Requirement: Copy out the data word for word, without any of its pictures.
----- Information provided
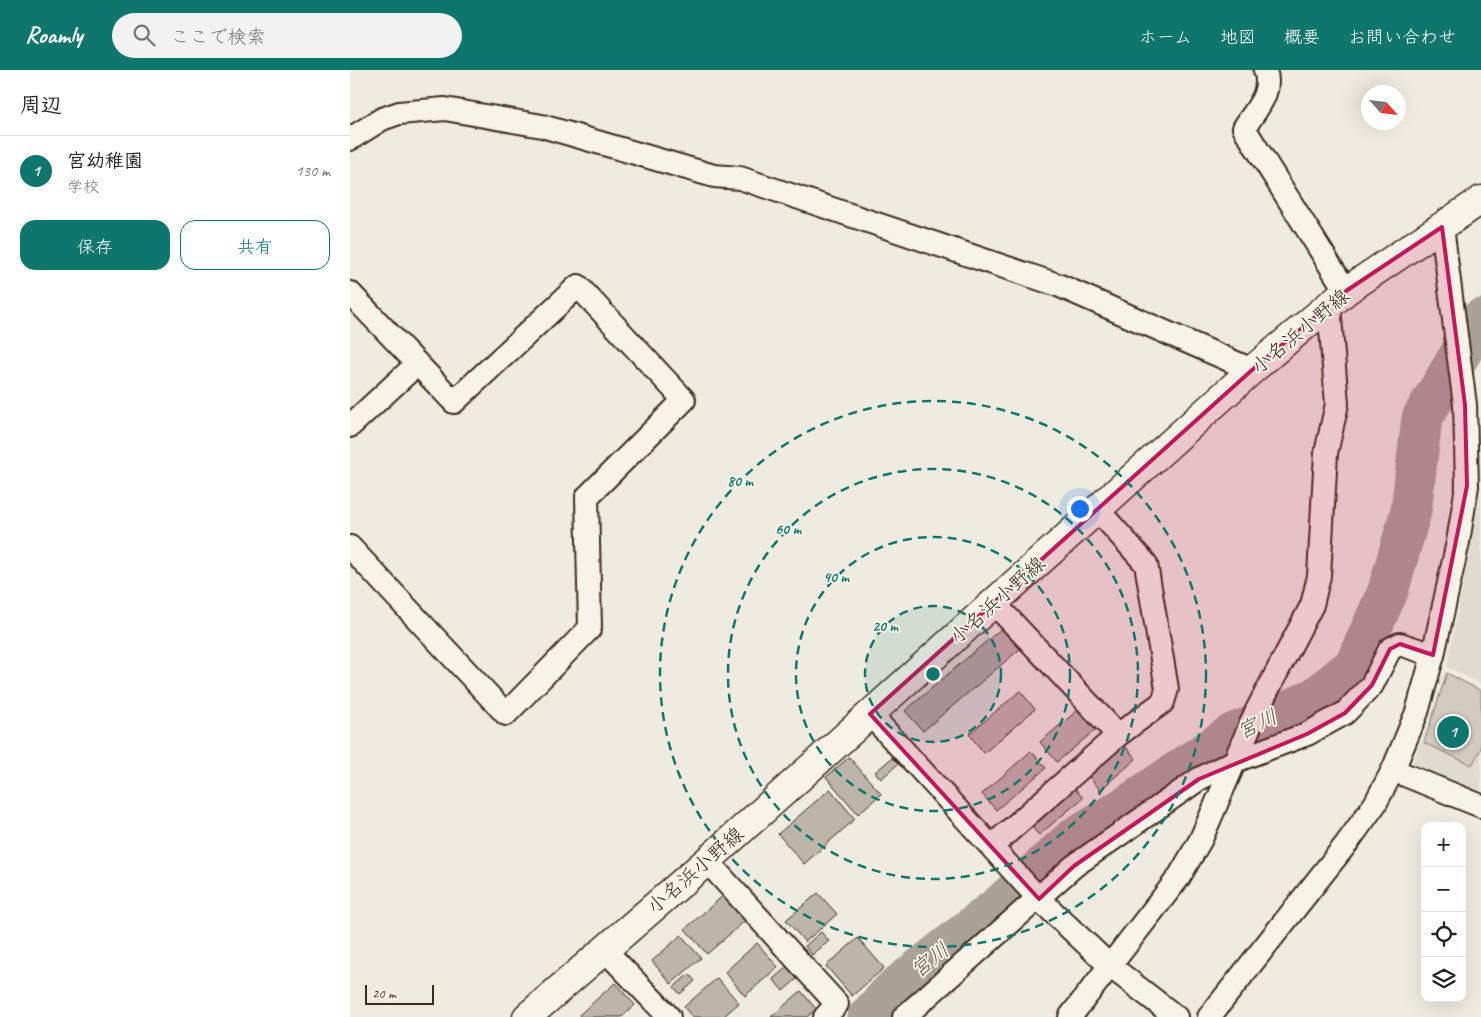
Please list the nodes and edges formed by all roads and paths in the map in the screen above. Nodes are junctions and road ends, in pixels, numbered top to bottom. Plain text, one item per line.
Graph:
1 (1265, 70) edge
2 (350, 139) edge
3 (1481, 200) edge
4 (1442, 227) junction
5 (350, 293) edge
6 (1338, 298) junction
7 (417, 364) junction
8 (1252, 370) junction
9 (350, 426) edge
10 (1474, 486) edge
11 (1098, 510) junction
12 (350, 547) edge
13 (994, 602) junction
14 (1433, 655) junction
15 (870, 714) junction
16 (1118, 735) junction
17 (1237, 756) junction
18 (1393, 770) junction
19 (1481, 806) edge
20 (992, 846) junction
21 (707, 861) junction
22 (1038, 897) junction
23 (604, 949) junction
24 (1110, 966) junction
25 (527, 1017) edge
26 (669, 1017) edge
27 (825, 1017) edge
28 (904, 1017) edge
29 (1070, 1017) edge
30 (1176, 1017) edge
31 (1209, 1017) edge

1 - 6 street
2 - 8 street
3 - 4 main road, 小名浜小野線
4 - 6 main road, 小名浜小野線
4 - 10 street
5 - 7 street
6 - 8 main road, 小名浜小野線
6 - 17 street
7 - 9 street
7 - 12 street
8 - 11 main road, 小名浜小野線
10 - 14 street
11 - 13 main road, 小名浜小野線
11 - 16 street
13 - 15 main road, 小名浜小野線
13 - 16 street
14 - 17 street
14 - 18 street
15 - 20 street
15 - 21 main road, 小名浜小野線
16 - 20 street
17 - 22 street
17 - 24 street
18 - 19 street
18 - 31 street
20 - 22 street
21 - 23 main road, 小名浜小野線
21 - 27 street
22 - 24 street
22 - 28 street
23 - 25 main road, 小名浜小野線
23 - 26 street
24 - 29 street
24 - 30 street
----------
Task output:
Please list the nodes and edges formed by all roads and paths in the map in the screen above. Nodes are junctions and road ends, in pixels, numbered top to bottom. Plain text, one item per line.
Graph:
1 (1265, 70) edge
2 (350, 139) edge
3 (1481, 200) edge
4 (1442, 227) junction
5 (350, 293) edge
6 (1338, 298) junction
7 (417, 364) junction
8 (1252, 370) junction
9 (350, 426) edge
10 (1474, 486) edge
11 (1098, 510) junction
12 (350, 547) edge
13 (994, 602) junction
14 (1433, 655) junction
15 (870, 714) junction
16 (1118, 735) junction
17 (1237, 756) junction
18 (1393, 770) junction
19 (1481, 806) edge
20 (992, 846) junction
21 (707, 861) junction
22 (1038, 897) junction
23 (604, 949) junction
24 (1110, 966) junction
25 (527, 1017) edge
26 (669, 1017) edge
27 (825, 1017) edge
28 (904, 1017) edge
29 (1070, 1017) edge
30 (1176, 1017) edge
31 (1209, 1017) edge

1 - 6 street
2 - 8 street
3 - 4 main road, 小名浜小野線
4 - 6 main road, 小名浜小野線
4 - 10 street
5 - 7 street
6 - 8 main road, 小名浜小野線
6 - 17 street
7 - 9 street
7 - 12 street
8 - 11 main road, 小名浜小野線
10 - 14 street
11 - 13 main road, 小名浜小野線
11 - 16 street
13 - 15 main road, 小名浜小野線
13 - 16 street
14 - 17 street
14 - 18 street
15 - 20 street
15 - 21 main road, 小名浜小野線
16 - 20 street
17 - 22 street
17 - 24 street
18 - 19 street
18 - 31 street
20 - 22 street
21 - 23 main road, 小名浜小野線
21 - 27 street
22 - 24 street
22 - 28 street
23 - 25 main road, 小名浜小野線
23 - 26 street
24 - 29 street
24 - 30 street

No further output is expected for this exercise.